LONDON (MktNews) - UK Chancellor Gordon Brown will table a Treasury paper at Ecofin on Monday which will urge faster economic reform by the EU to close the economic performance and productivity gap with the U.S.
UK Prime Minister Tony Blair has written a preface to the Treasury paper -- an unusual step -- as he seeks to reach the ears of other EU heads of state for the Stockholm European Council on March 23-24.
The UK government would appear to be anxious to stress the importance of EU economic reform, and the UK the UK can apply to bring it about, at what is widely expected to be the last EU summit before the next UK general election.
The Stockholm summit is in fact the second of the annual EU gatherings of heads of state when they will to apply "peer pressure" to see how each of them is shaping up against on economic reform. The first was the Lisbon summit a year ago when the economic reform agenda was set.
"Reform, while underway, must move forward with speed," Blair writes. "Stockholm must take forward the Lisbon modernising agenda and achieve concrete results. We need a higher rate of sustainable growth and to close the performance gap with the US."

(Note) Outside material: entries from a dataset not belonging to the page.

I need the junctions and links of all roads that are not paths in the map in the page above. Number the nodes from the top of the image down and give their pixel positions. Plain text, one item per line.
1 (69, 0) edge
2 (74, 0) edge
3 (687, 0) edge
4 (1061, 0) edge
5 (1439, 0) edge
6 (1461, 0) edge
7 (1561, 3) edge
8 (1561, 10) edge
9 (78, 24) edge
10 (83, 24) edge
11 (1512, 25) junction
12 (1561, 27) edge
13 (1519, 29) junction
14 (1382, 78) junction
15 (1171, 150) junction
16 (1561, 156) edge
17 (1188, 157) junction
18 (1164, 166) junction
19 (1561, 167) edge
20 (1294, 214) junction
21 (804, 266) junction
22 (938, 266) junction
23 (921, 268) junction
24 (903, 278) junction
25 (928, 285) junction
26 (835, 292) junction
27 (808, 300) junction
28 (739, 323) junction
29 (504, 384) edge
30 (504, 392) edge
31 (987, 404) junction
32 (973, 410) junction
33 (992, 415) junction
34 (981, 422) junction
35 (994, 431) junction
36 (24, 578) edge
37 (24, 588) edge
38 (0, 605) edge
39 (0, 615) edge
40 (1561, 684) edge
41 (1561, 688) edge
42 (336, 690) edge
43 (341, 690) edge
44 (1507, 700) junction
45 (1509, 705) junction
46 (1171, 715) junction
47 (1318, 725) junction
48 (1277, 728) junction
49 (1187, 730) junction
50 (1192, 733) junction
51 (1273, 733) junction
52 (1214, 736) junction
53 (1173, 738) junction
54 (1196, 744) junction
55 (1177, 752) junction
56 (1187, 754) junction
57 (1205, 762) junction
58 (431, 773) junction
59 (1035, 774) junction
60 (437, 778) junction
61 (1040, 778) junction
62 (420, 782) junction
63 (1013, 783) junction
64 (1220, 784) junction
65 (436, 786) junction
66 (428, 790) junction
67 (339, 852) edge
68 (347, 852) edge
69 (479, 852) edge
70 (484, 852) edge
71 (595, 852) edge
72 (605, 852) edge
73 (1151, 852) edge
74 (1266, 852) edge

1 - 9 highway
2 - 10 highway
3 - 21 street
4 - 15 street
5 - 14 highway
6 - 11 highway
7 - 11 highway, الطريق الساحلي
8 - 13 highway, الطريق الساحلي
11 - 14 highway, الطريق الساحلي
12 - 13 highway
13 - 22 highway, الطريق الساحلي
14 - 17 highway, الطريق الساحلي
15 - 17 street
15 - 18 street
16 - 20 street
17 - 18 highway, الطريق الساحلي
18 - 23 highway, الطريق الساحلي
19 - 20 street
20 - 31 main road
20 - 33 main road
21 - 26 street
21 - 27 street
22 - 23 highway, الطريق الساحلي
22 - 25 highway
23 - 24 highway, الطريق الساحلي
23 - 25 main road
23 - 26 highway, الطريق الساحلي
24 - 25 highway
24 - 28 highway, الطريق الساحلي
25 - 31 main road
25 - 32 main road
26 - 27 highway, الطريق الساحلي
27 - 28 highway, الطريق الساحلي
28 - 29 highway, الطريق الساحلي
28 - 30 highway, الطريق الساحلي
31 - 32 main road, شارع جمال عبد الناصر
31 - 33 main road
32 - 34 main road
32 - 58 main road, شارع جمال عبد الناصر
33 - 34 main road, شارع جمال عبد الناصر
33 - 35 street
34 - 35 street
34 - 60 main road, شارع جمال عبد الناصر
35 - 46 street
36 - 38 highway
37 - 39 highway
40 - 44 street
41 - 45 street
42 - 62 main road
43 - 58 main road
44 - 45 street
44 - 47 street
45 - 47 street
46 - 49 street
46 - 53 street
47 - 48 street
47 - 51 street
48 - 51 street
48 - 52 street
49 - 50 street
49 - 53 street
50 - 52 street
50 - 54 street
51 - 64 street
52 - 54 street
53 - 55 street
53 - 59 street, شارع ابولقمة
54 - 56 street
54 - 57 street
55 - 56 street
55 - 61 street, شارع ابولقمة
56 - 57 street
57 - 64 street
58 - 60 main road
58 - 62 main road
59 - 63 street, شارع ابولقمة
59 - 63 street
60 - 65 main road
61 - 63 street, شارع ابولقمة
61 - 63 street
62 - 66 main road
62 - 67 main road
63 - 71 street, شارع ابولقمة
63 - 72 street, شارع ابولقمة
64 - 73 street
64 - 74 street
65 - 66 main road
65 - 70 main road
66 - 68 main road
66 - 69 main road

The Treasury paper itself intones, "European economic reform is strongly in the UK's national interest. The UK has much to gain from a strong and vibrant European economy. Eight of the UK's top ten trading partners are in Europe and, in 1999, 59% of UK trade in goods was with the EU."
The UK government is at pains to stress that the paper is not designed to preach economics to its EU partners or somehow impose the UK economic model. Indeed, it notes that while the EU is some 20% behind the U.S. in productivity growth, within the EU, the UK lags Germany and France (though data for last year show UK productivity improving as labour absorbed in recent years acquires more skills and accelerates output).
The priority areas for reform which Brown will highlight with his EU counterparts are familiar ones. They include measures to improve the supply of venture capital, an EU study on research and development as a means to generate more R&D investment, more labour market flexibility, and (where the UK anticipates a tougher fight), single market liberalisation in areas such as telecommunications, energy, aviation and financial services, as well as action to reduce "unfair state aids" while still permitting "fair" ones.
The Treasury paper continues to stress the importance of fair tax competition and not tax harmonisation (for which read the UK government's continued preference for exchange of information between national tax authorities and not coordination of national tax policy from Brussels).